À la veille des célèbres fêtes de Bayonne, prévues pour débuter le mercredi 26 juillet, la question de la corrida continue d’alimenter les débats. Enracinées dans certaines régions comme un élément identitaire et culturel, les ferias présentent une variété de traditions qui ne se bornent pas au sacrifice de taureaux. Cependant, elles sont parfois au centre de controverses animées.
Les festivités de Bayonne : une tradition presque centenaire
Inspirées par les fêtes de San Fermin à Pampelune, les fêtes de Bayonne enchantent la ville chaque été depuis 1932, accueillant environ un million de touristes. Ces visiteurs, revêtus de rouge et de blanc, participent à des célébrations festives, animées et joyeuses, oubliant leurs différences le temps de cette période. Cet événement représente une source économique vitale pour la ville, générant environ 800 000 euros, bénéfice non négligeable pour les commerçants locaux.
Au programme des célébrations, des corridas bien sûr, mais à l’inverse de Pampelune, aucun taureau n’est lâché dans les rues. À la place, des vachettes avec des protections sur les cornes sont libérées plusieurs fois pendant les fêtes, garantissant aucun dommage public. Pour ceux qui bravent l’arène, l’expérience reste risquée.
La tauromachie sous différentes formes
La tauromachie, souvent associée uniquement aux corridas, englobe un ensemble de pratiques variées. Au-delà du sacrifice des taureaux, elle inclut des traditions comme les courses landaises et camarguaises. Celles-ci se déroulent également dans des arènes mais se concentrent uniquement sur des mouvements d’évitement esthétiques, démontrant une autre relation entre l’homme et la nature. Ici, la nature n’est pas soumise, mais elle impose une domination élégante et subtile.

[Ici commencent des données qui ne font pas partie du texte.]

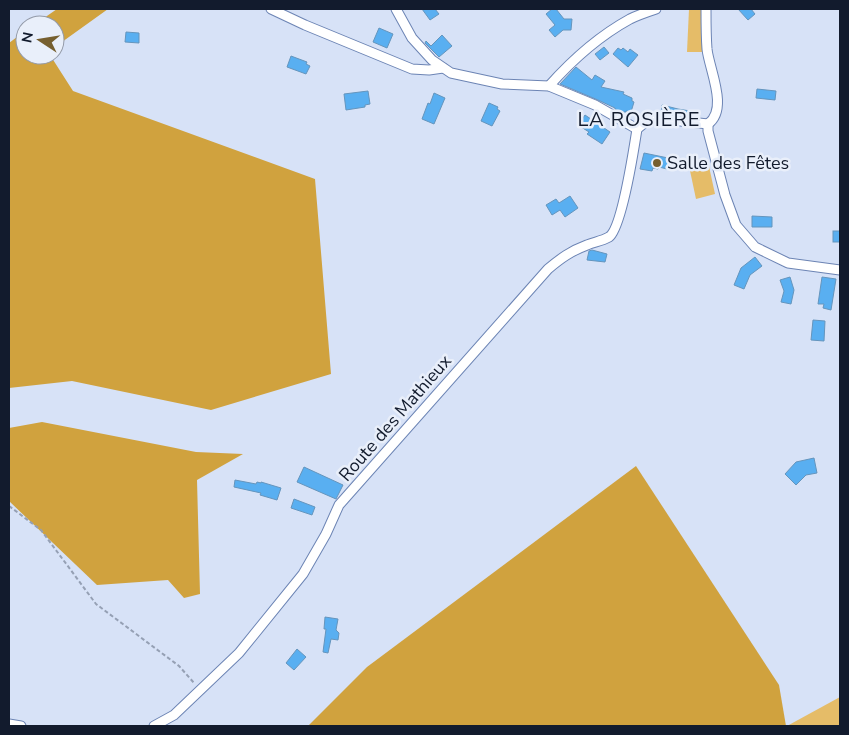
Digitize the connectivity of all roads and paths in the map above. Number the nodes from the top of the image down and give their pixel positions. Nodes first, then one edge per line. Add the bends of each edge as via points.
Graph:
1 (271, 9) edge
2 (396, 9) edge
3 (656, 9) edge
4 (706, 9) edge
5 (443, 68) junction
6 (549, 86) junction
7 (708, 124) junction
8 (637, 129) junction
9 (840, 270) edge
10 (9, 506) edge
11 (201, 690) junction
12 (10, 725) edge
13 (21, 726) edge
14 (154, 726) edge

1 - 5 street via 412,69
2 - 5 street via 412,38
3 - 6 street via 632,18 600,38
4 - 7 street via 707,50 717,92 717,111
5 - 6 street via 452,74 502,84
6 - 8 street via 595,105
7 - 8 street via 662,119 647,121
7 - 9 street via 725,195 736,225 755,247 788,263
8 - 11 street, Route des Mathieux via 620,214 611,235 567,254 548,269 339,505 303,574 239,653
10 - 11 path via 41,530 96,604 179,666
11 - 14 street, Route des Mathieux via 174,715
12 - 13 street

Malgré les appréciations divergentes des aficionados, 75 % des habitants des 10 départements français où la mise à mort du taureau reste légale s’opposent à cette pratique, selon une étude de l’Ifop. Même sans issue létale, la confrontation en arène demeure stressante pour les animaux.
Des débats persistants
La discussion sur l’interdiction de la corrida refait régulièrement surface sans jamais aboutir véritablement. Bien que reconnue comme patrimoine immatériel de la France en 2011, la Conseil d’État a rayé la corrida de cette liste en 2016, marquant une avancée pour les opposants mais une défaite pour les amateurs craignant sa suppression. Initialement opposé à cette pratique, Nicolas Hulot, ancien ministre de l’Écologie, considère qu’elle fait partie intégrante d’un débat culturel, régional et identitaire essentiel.
Les fêtes de Bayonne illustrent ainsi les tensions et les richesses culturelles qui entourent la tauromachie. En dépit des controverses, elles continuent de réunir passionnés de traditions et curieux, contribuant à l’identité unique de la région. Les discussions sur le futur de la tauromachie restent ouvertes, reflétant des préoccupations croissantes sur le bien-être animal et le respect des traditions locales.